Directions for this task ::
Report every line of the data where the string "Drive" appears.

*** Record extracts ***

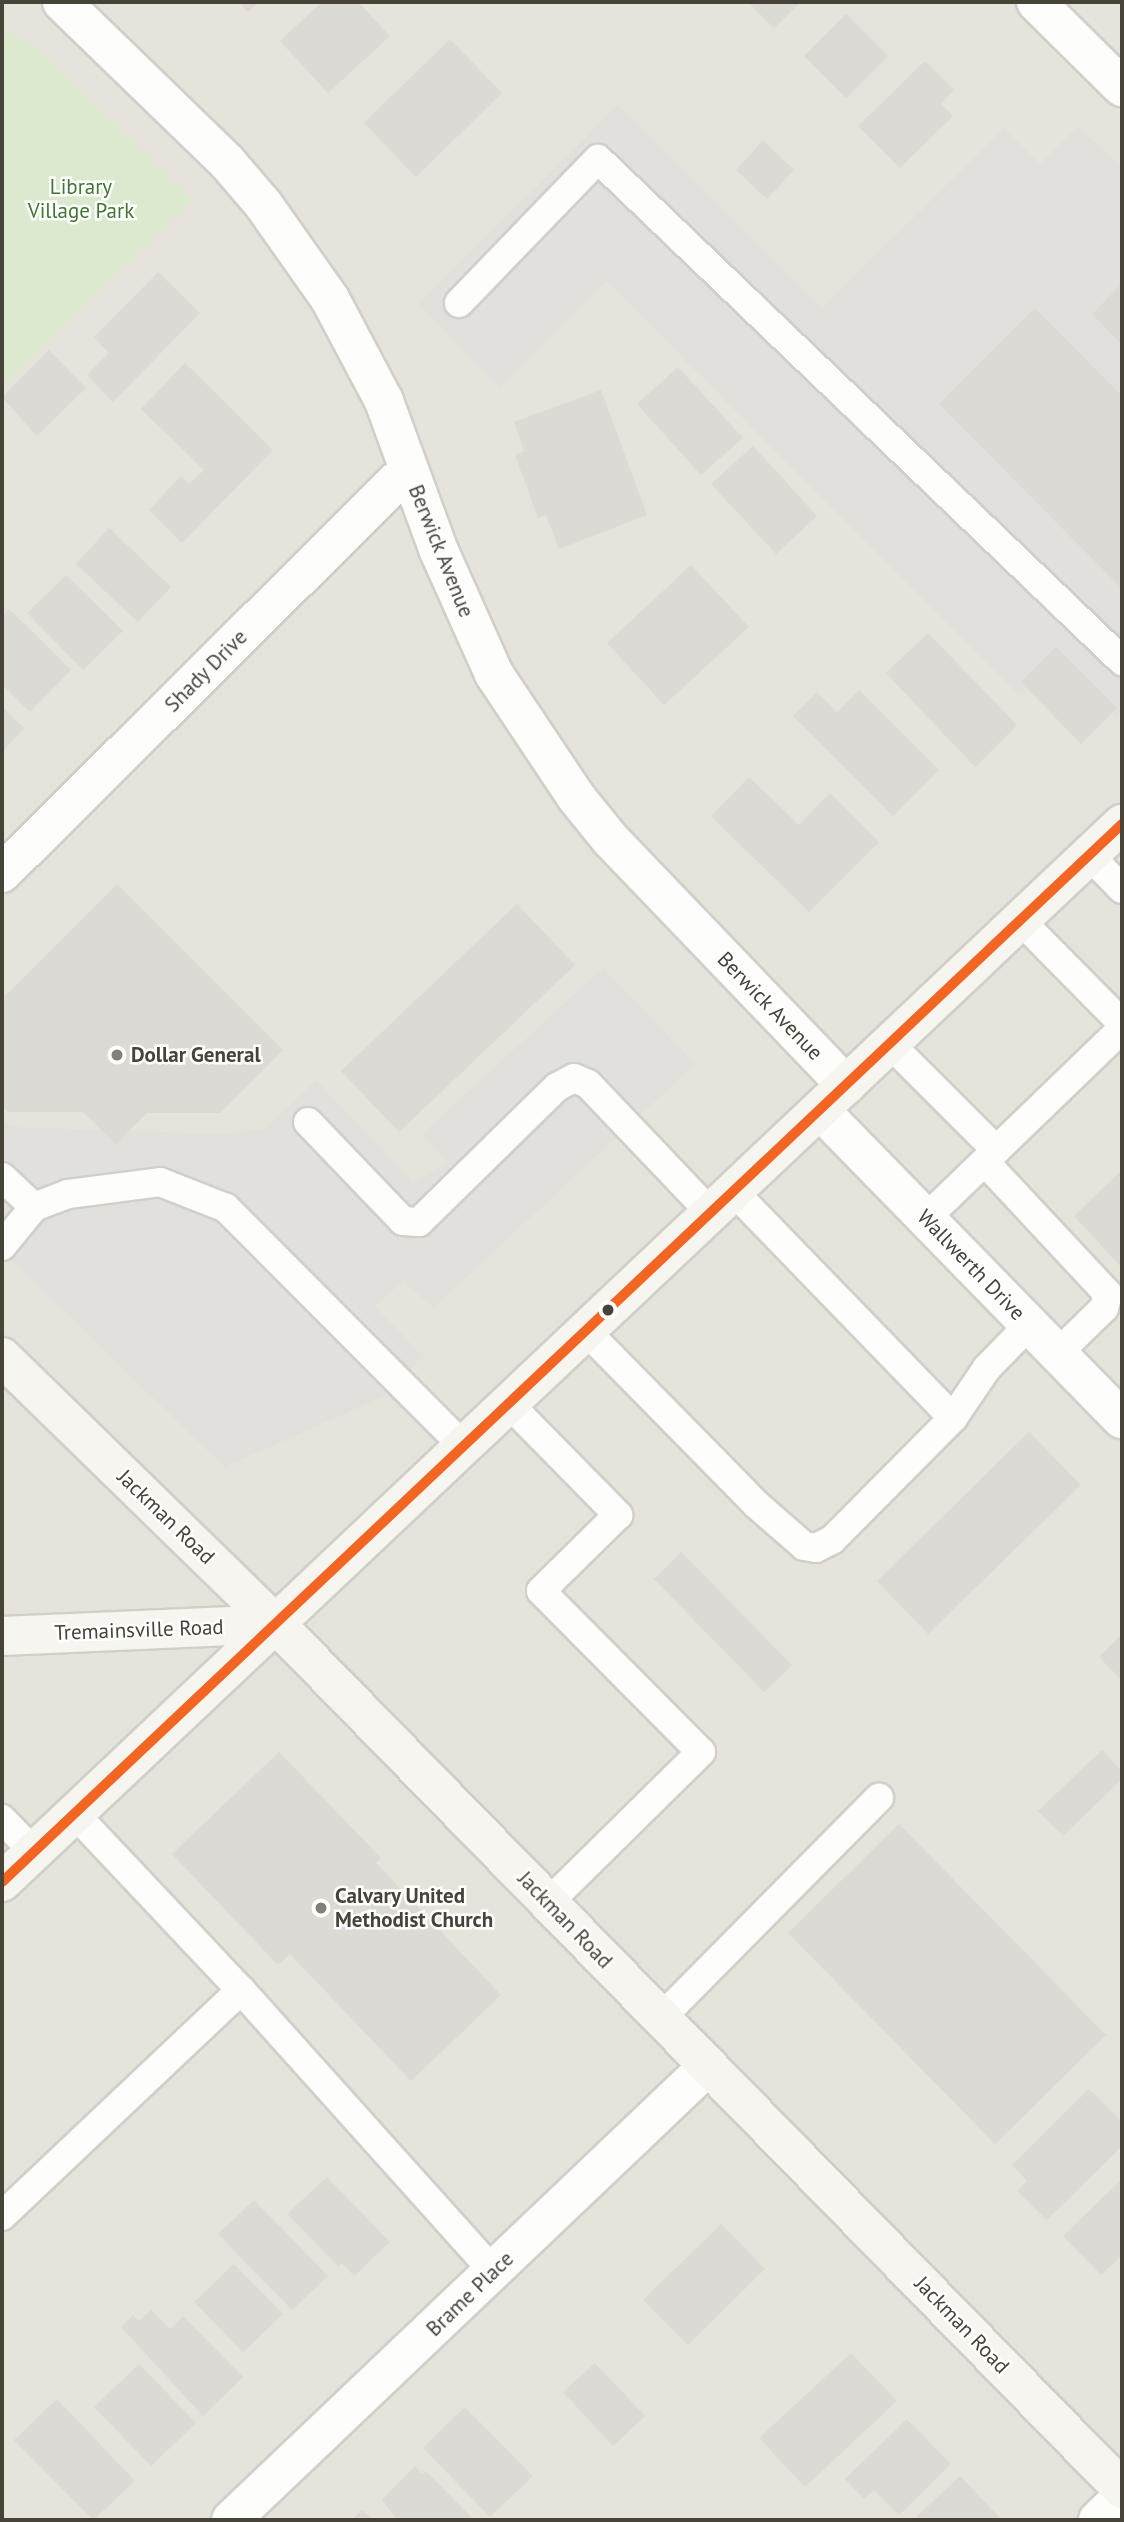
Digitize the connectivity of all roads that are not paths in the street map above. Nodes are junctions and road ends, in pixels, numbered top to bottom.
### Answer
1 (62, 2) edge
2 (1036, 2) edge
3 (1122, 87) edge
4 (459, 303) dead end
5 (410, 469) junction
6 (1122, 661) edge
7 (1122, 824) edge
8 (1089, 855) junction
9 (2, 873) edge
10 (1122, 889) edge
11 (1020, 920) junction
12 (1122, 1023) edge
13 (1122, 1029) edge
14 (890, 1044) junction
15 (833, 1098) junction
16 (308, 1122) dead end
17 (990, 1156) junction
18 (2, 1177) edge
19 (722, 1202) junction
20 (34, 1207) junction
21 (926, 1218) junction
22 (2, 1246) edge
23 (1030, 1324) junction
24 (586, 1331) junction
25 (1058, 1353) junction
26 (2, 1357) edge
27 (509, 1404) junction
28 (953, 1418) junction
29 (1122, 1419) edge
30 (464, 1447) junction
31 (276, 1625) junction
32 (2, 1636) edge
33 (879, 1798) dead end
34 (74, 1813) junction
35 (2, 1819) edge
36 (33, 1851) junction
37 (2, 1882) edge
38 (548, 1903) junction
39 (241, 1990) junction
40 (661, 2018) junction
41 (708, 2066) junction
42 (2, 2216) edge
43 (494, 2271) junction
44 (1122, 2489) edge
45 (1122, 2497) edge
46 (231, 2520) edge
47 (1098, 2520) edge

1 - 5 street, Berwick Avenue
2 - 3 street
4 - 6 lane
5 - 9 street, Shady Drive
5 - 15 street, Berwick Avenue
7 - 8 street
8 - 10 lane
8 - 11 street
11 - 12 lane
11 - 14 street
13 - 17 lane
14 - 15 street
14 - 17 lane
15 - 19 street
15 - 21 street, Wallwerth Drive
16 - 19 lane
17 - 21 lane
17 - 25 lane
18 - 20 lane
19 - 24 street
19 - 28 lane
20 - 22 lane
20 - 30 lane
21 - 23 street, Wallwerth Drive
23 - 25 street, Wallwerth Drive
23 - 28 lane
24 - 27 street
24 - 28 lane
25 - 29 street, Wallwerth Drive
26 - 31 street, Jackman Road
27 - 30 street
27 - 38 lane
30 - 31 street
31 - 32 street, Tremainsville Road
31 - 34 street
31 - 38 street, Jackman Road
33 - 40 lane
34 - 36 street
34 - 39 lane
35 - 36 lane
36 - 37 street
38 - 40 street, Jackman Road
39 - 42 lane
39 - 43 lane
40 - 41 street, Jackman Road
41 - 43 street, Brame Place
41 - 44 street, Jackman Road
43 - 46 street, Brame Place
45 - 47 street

*** End of Record extracts ***

Answer area ::
5 - 9 street, Shady Drive
15 - 21 street, Wallwerth Drive
21 - 23 street, Wallwerth Drive
23 - 25 street, Wallwerth Drive
25 - 29 street, Wallwerth Drive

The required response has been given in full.